DATA IN THIS EXERCISE START
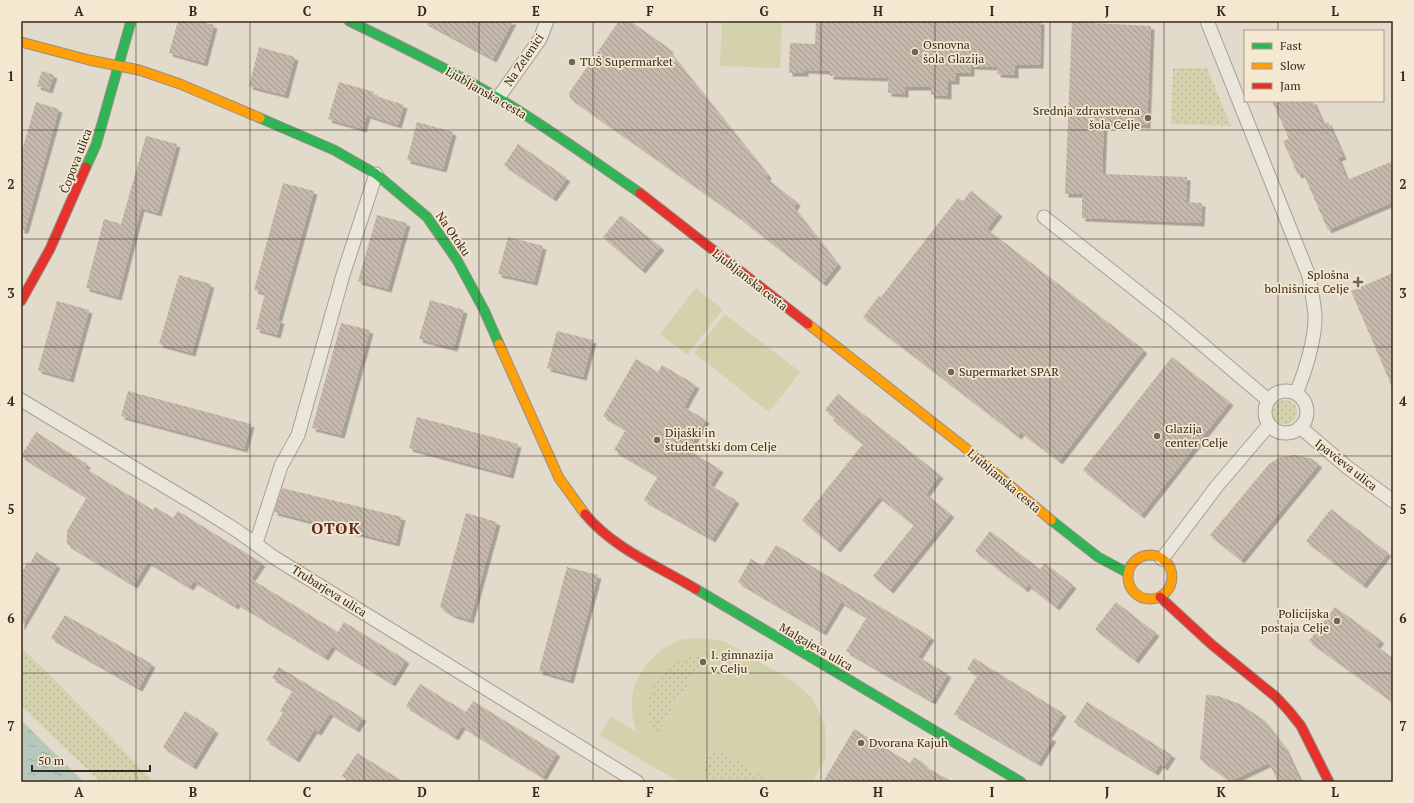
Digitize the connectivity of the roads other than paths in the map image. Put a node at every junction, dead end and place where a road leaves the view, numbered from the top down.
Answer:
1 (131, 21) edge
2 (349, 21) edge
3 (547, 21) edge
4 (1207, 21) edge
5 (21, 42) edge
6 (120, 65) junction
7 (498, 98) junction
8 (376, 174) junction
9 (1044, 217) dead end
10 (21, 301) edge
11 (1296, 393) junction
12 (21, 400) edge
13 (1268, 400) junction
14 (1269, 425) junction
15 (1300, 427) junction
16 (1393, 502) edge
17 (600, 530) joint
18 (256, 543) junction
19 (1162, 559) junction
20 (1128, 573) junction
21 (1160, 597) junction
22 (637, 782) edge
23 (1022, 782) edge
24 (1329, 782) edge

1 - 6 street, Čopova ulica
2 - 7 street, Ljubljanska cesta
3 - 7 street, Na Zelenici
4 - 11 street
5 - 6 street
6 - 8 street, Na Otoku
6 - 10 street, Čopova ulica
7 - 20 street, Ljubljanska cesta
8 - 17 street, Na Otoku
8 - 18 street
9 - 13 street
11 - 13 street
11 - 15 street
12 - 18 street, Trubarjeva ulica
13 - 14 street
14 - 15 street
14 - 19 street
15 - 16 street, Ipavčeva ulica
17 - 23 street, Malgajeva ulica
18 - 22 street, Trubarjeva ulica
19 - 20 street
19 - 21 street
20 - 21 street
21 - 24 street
DATA IN THIS EXERCISE END
REQUIRED WORK —
If any entry holds a picture, drop the picture and copy everything else exactly.

RESULT BELOW —
Digitize the connectivity of the roads other than paths in the map image. Put a node at every junction, dead end and place where a road leaves the view, numbered from the top down.
Answer:
1 (131, 21) edge
2 (349, 21) edge
3 (547, 21) edge
4 (1207, 21) edge
5 (21, 42) edge
6 (120, 65) junction
7 (498, 98) junction
8 (376, 174) junction
9 (1044, 217) dead end
10 (21, 301) edge
11 (1296, 393) junction
12 (21, 400) edge
13 (1268, 400) junction
14 (1269, 425) junction
15 (1300, 427) junction
16 (1393, 502) edge
17 (600, 530) joint
18 (256, 543) junction
19 (1162, 559) junction
20 (1128, 573) junction
21 (1160, 597) junction
22 (637, 782) edge
23 (1022, 782) edge
24 (1329, 782) edge

1 - 6 street, Čopova ulica
2 - 7 street, Ljubljanska cesta
3 - 7 street, Na Zelenici
4 - 11 street
5 - 6 street
6 - 8 street, Na Otoku
6 - 10 street, Čopova ulica
7 - 20 street, Ljubljanska cesta
8 - 17 street, Na Otoku
8 - 18 street
9 - 13 street
11 - 13 street
11 - 15 street
12 - 18 street, Trubarjeva ulica
13 - 14 street
14 - 15 street
14 - 19 street
15 - 16 street, Ipavčeva ulica
17 - 23 street, Malgajeva ulica
18 - 22 street, Trubarjeva ulica
19 - 20 street
19 - 21 street
20 - 21 street
21 - 24 street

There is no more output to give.